An appropriate order and decision will be entered for respondent.

FOOTNOTES

1All statutory references are to the Internal Revenue Code in effect at all relevant times, and all Rule references are to the Tax Court Rules of Practice and Procedure. We round all monetary amounts to the nearest dollar.

2Petitioner also checked the box for “lien withdrawal,” but the IRS had not filed a notice of Federal tax lien for 2014.

3Petitioner attempted to challenge his tax liability for 2007. The SO explained that she could not address his underlying liability for that year because it was not a subject of the levy notice.

4Although petitioner does not challenge his underlying liability for 2014, he seeks to contest his liability for 2007. But he did not (and could not) raise a proper challenge to that liability during the CDP hearing because it was not for a tax period “specified on the CDP Notice.” See sec. 301.6330-1(e)(3), Q&A-E2, Proced. & Admin. Regs. He is thus precluded from challenging his 2007 liability in this case. See Thompson v. Commissioner, 140 T.C. 173, 178 (2013).

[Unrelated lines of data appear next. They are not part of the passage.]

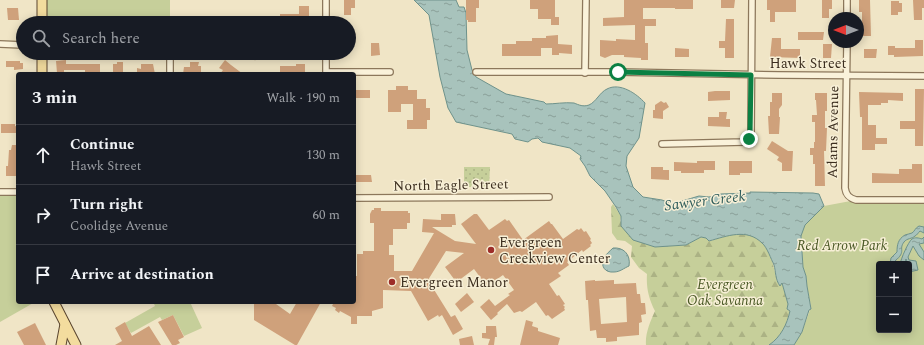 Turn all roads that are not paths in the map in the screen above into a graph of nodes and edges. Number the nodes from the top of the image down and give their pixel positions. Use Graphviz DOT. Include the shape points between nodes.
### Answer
graph roads {
  1 [pos="42,0"];
  2 [pos="326,0"];
  3 [pos="586,0"];
  4 [pos="752,0"];
  5 [pos="847,0"];
  6 [pos="847,12"];
  7 [pos="42,16"];
  8 [pos="326,16"];
  9 [pos="0,44"];
  10 [pos="16,45"];
  11 [pos="847,48"];
  12 [pos="42,60"];
  13 [pos="170,60"];
  14 [pos="326,60"];
  15 [pos="42,72"];
  16 [pos="170,72"];
  17 [pos="326,72"];
  18 [pos="390,72"];
  19 [pos="476,72"];
  20 [pos="356,73"];
  21 [pos="586,73"];
  22 [pos="751,75"];
  23 [pos="846,76"];
  24 [pos="924,76"];
  25 [pos="662,144"];
  26 [pos="0,192"];
  27 [pos="16,192"];
  28 [pos="549,197"];
  29 [pos="356,198"];
  30 [pos="924,200"];
  31 [pos="55,304"];
  32 [pos="65,324"];
  33 [pos="61,345"];
  34 [pos="76,345"];
  1 -- 7 [label="main road"];
  2 -- 8 [label="street"];
  3 -- 21 [label="street"];
  4 -- 22 [label="street"];
  5 -- 6 [label="street"];
  9 -- 10 [label="street"];
  11 -- 23 [label="street, Adams Avenue"];
  12 -- 15 [label="main road"];
  13 -- 16 [label="street"];
  14 -- 17 [label="street"];
  18 -- 20 [label="street"];
  19 -- 21 [label="street, Hawk Street"];
  21 -- 22 [label="street, Hawk Street"];
  22 -- 23 [label="street, Hawk Street"];
  22 -- 25 [label="street" via="750,135 747,141"];
  23 -- 24 [label="street, Hawk Street"];
  23 -- 30 [label="street, Adams Avenue" via="845,188 849,196 856,200"];
  26 -- 27 [label="street"];
  28 -- 29 [label="street, North Eagle Street"];
  31 -- 32 [label="main road"];
  32 -- 33 [label="main road"];
  32 -- 34 [label="main road"];
} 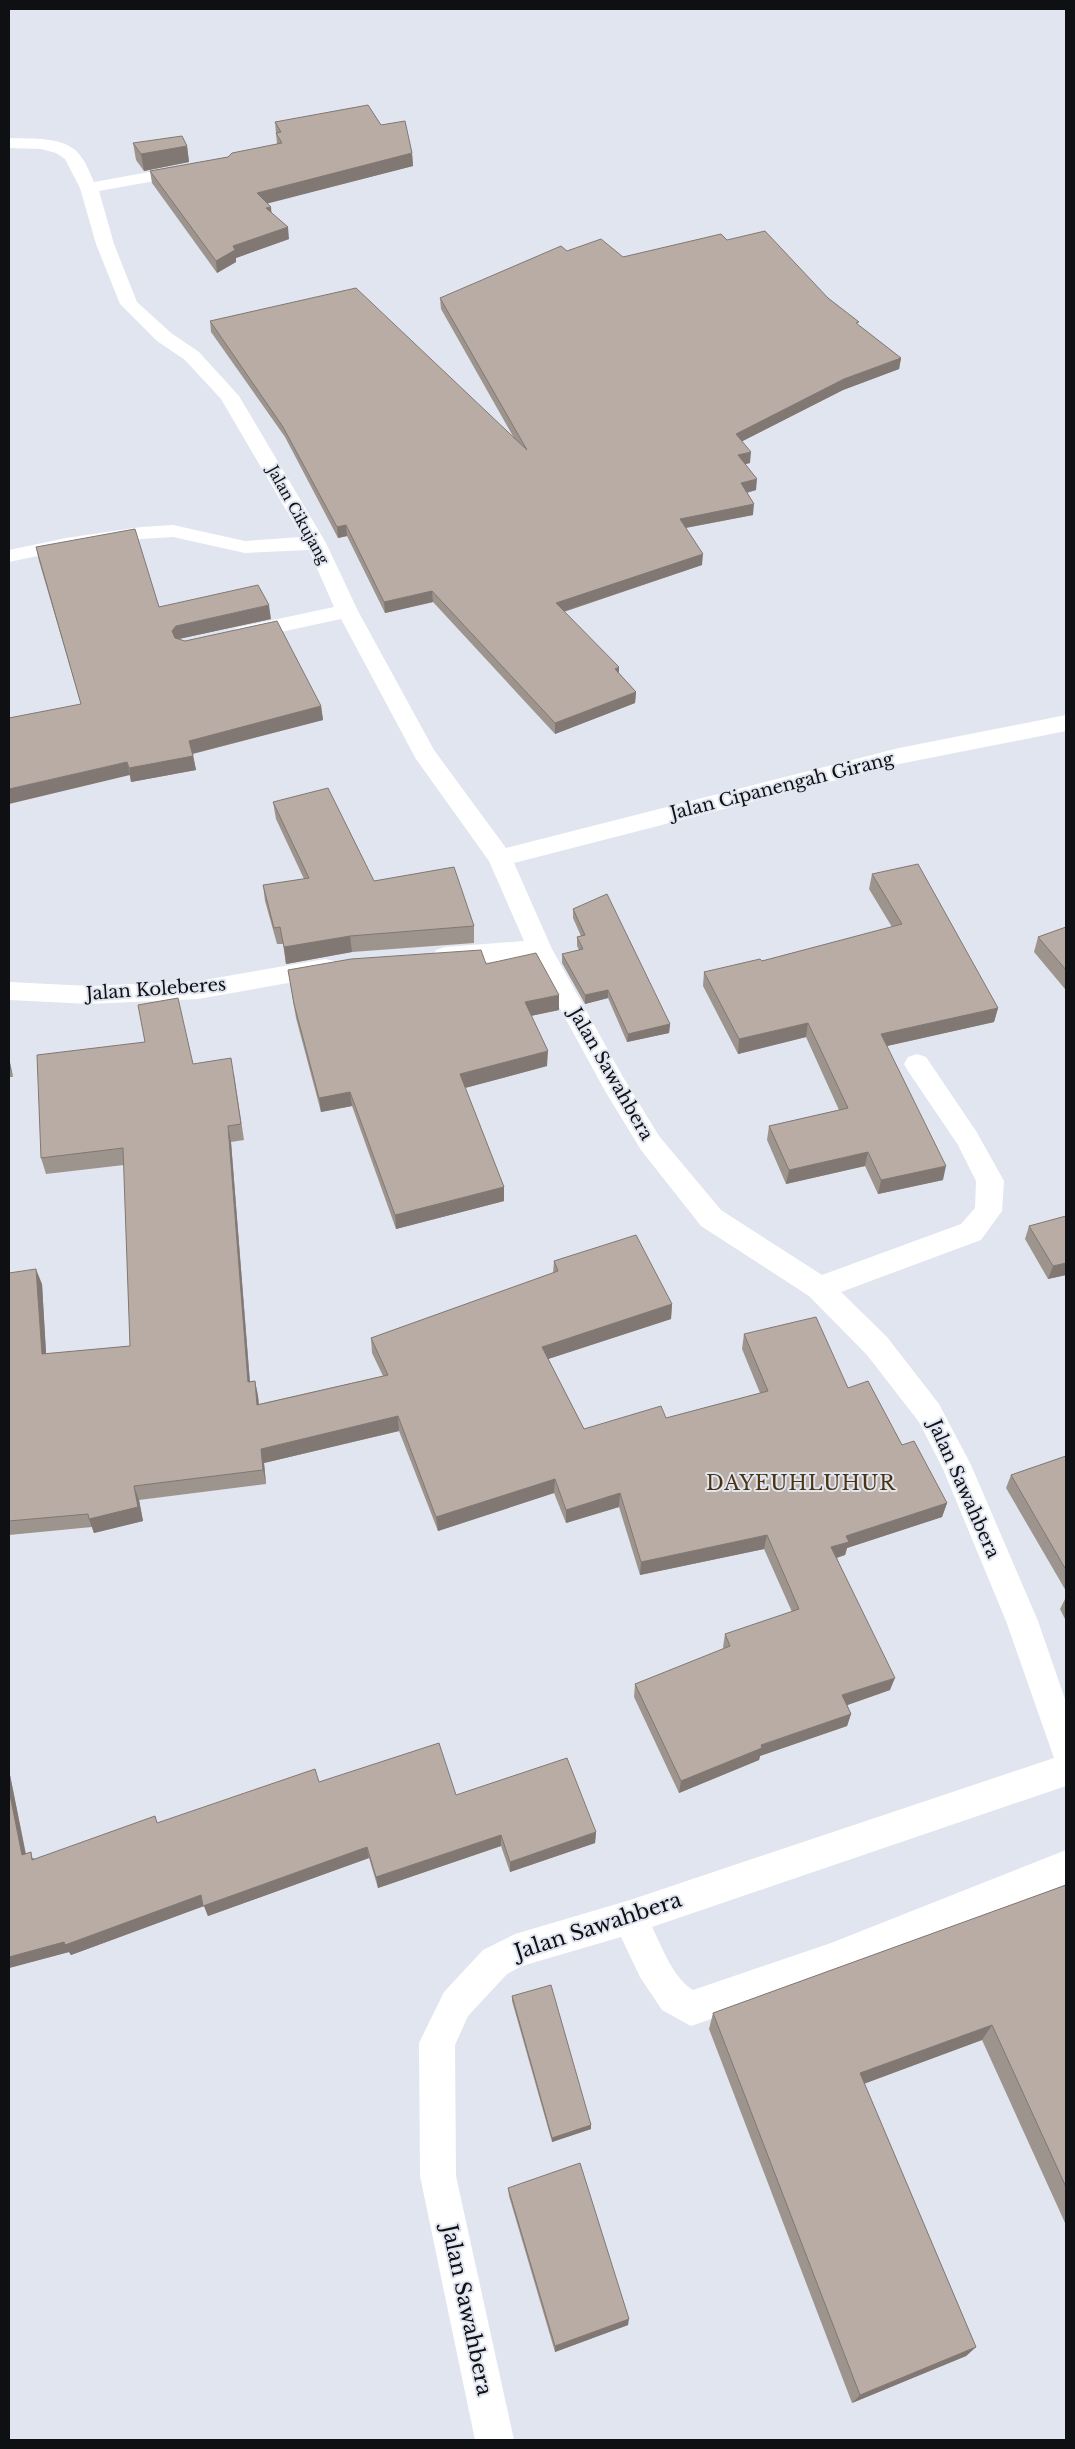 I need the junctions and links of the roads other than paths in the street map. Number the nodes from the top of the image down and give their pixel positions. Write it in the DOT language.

5Section 6343(a)(1)(D) provides that the Secretary shall release a levy if he “determine[s] that such levy is creating an economic hardship due to the financial condition of the taxpayer.” See sec. 301.6343-1(b)(4), Proced. & Admin. Regs. In Vinatieri v. Commissioner, 133 T.C. 392, 401 (2009), we held that it would be an abuse of discretion for a settlement officer to sustain a levy in circumstances where the statute would require its immediate release on “economic hardship” grounds. Petitioner brought to the SO's attention his temporary absence from the workforce due to his incarceration and his efforts to care for his wife, who had died from cancer two years previously. But he did not demonstrate “economic hardship due to * * * [his] financial condition.” See sec. 6343(a)(1)(D). We have previously rejected contentions of economic hardship where (as here) the SO made no finding of economic hardship and the taxpayer's financial information showed that “he could pay some monthly amount toward his outstanding liability.” Link v. commissioner, T.C. Memo. 2013-53, 105 T.C.M. (CCH) 1362, 1364-1365; see also Speltz v. Commissioner, 124 T.C. 165, 179 (2005) (rejecting a taxpayer's attempts to “redefine 'hardship' * * * in a manner different from that set forth in the regulations and * * * [IRM]”), aff'd, 454 F.3d 782 (8th Cir. 2006).

6Petitioner asserts that his housing and utility expenses have recently increased above the amounts allowed by the SO. The SO allowed him 100% of the housing and utility expenses that he claimed at the CDP hearing, and she did not abuse her discretion in doing so.